IBM has resumed its security shopping spree by grabbing end-point security vendor Trusteer – reportedly for up to $1bn (£642m).
Big Blue confirmed this morning that it is buying the Israeli start-up, which specialises in cybersecurity software for financial institutions, for an undisclosed sum.
On the back of the purchase, it will form a cybersecurity lab in Israel focusing on mobile and application security, advanced threat, malware, counter-fraud and financial crimes. It will be manned by more than 200 Trusteer and IBM researchers and developers.
IBM is becoming something of a connoisseur when it comes to acquiring emerging security players, chomping SIEM specialist Q1 Labs in 2011 and database security outfit Guardium a year earlier, among others.

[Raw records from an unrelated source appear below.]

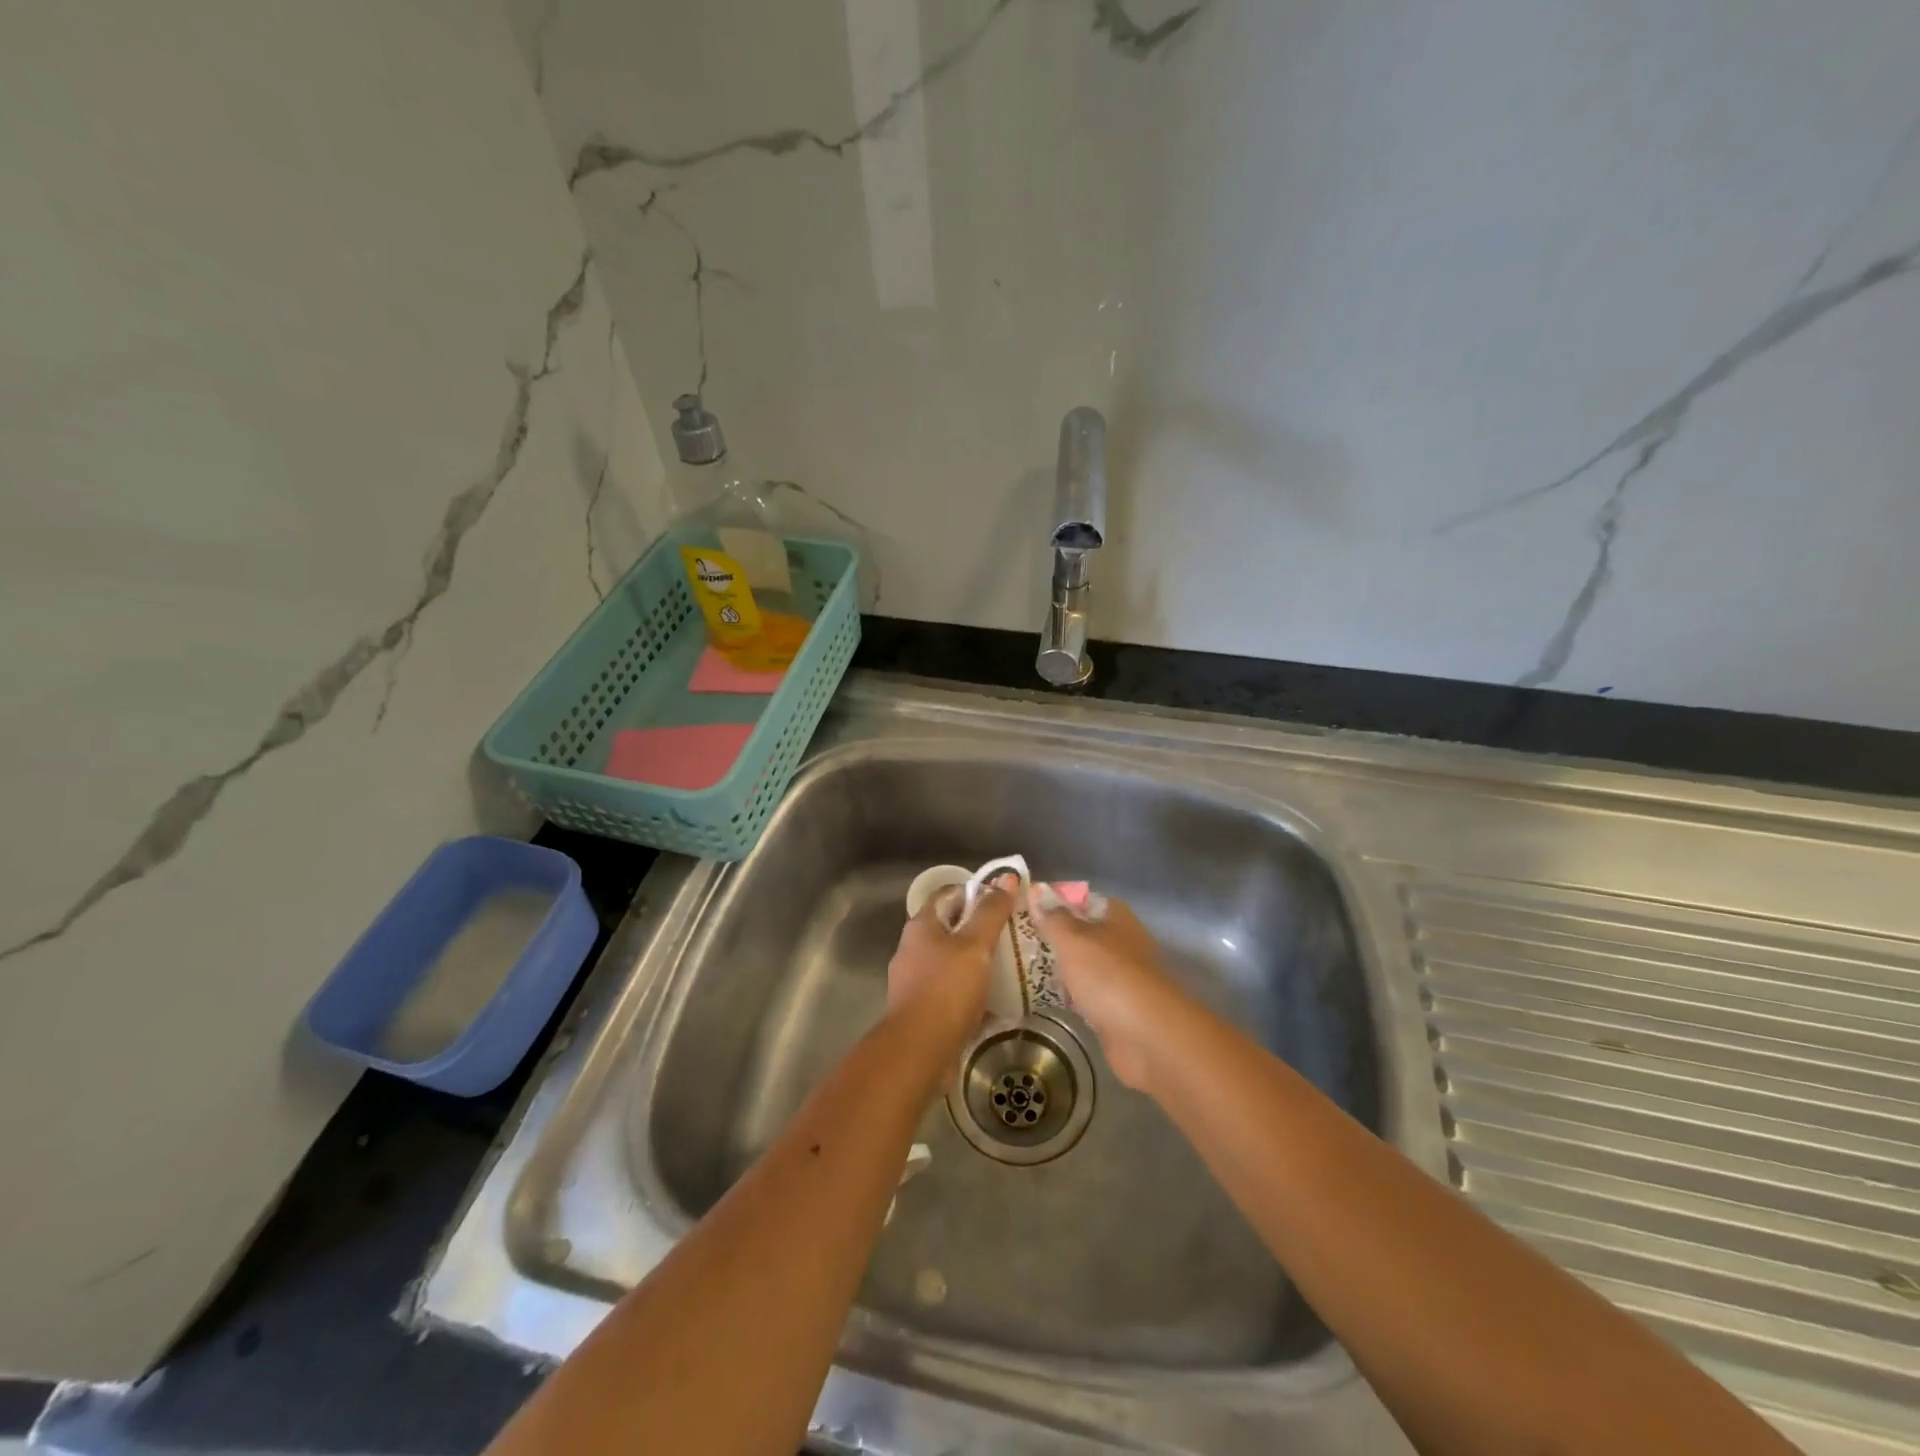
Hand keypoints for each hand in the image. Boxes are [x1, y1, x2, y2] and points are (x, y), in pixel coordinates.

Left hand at [886, 875, 1017, 1039]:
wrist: (919, 1052)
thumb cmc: (947, 989)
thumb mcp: (975, 945)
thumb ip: (991, 912)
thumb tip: (1007, 878)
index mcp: (921, 926)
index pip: (950, 894)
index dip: (977, 891)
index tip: (1006, 900)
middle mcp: (913, 948)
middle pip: (952, 927)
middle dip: (982, 929)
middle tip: (1015, 933)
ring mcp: (916, 980)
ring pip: (954, 961)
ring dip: (980, 962)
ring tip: (1012, 966)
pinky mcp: (924, 1009)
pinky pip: (953, 991)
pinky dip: (973, 991)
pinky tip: (998, 1000)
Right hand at [1027, 890, 1183, 1090]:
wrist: (1146, 1036)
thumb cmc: (1107, 975)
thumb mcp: (1072, 939)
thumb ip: (1053, 919)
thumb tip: (1037, 896)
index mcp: (1117, 918)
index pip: (1084, 900)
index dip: (1057, 902)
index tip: (1028, 909)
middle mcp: (1122, 944)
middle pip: (1084, 934)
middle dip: (1055, 938)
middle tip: (1018, 941)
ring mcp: (1122, 978)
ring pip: (1085, 966)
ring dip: (1062, 969)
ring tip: (1022, 968)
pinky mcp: (1117, 1010)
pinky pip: (1087, 996)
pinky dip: (1070, 997)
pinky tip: (1045, 998)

The super-sized vendor said Trusteer's software would help it protect its clients against financial fraud and advanced security threats. Nine out of the top 10 UK banks use Trusteer's solutions to help secure customer accounts against financial fraud and cyberattacks, IBM said.

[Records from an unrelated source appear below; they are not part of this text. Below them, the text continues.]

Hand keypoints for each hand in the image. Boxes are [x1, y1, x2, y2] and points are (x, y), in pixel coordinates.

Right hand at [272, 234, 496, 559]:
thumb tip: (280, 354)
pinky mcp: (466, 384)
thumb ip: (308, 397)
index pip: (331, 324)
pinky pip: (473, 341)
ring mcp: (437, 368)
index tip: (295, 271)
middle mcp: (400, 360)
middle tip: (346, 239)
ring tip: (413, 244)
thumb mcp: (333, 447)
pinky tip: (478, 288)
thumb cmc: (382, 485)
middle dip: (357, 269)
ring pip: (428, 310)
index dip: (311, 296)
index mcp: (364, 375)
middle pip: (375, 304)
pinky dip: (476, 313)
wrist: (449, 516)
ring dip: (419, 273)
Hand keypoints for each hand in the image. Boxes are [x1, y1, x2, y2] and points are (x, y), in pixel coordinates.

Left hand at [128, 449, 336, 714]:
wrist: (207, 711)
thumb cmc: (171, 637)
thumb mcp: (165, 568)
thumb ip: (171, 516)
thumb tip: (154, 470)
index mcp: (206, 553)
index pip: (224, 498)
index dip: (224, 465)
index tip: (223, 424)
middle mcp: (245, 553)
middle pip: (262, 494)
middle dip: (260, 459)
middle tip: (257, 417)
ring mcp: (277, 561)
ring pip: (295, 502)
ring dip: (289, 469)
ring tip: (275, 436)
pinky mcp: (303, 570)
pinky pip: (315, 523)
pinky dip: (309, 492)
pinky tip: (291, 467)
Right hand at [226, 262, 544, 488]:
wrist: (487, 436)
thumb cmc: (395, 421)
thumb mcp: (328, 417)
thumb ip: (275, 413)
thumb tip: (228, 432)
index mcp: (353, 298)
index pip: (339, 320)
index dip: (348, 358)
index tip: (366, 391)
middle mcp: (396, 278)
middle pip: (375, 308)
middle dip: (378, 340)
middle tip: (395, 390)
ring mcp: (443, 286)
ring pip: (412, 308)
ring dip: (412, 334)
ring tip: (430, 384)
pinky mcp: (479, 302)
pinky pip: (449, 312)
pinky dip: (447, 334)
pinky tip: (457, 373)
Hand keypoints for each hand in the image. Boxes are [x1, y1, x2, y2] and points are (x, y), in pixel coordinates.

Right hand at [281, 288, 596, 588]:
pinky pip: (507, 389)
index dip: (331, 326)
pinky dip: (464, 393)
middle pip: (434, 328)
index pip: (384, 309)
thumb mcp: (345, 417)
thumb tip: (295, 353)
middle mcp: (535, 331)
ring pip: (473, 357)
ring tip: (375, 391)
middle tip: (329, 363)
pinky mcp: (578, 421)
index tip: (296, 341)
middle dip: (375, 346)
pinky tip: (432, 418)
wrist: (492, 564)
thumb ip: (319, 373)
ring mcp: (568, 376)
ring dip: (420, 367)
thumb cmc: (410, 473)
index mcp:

"Together with IBM's capabilities in advanced threat detection, analysis and remediation, we will now be able to offer our clients several additional layers of defence against sophisticated attackers," said Brendan Hannigan, general manager, Security Systems Division at IBM. According to Tech Crunch, Israeli newspaper Calcalist has reported that IBM shelled out between $800m and $1bn to get its man.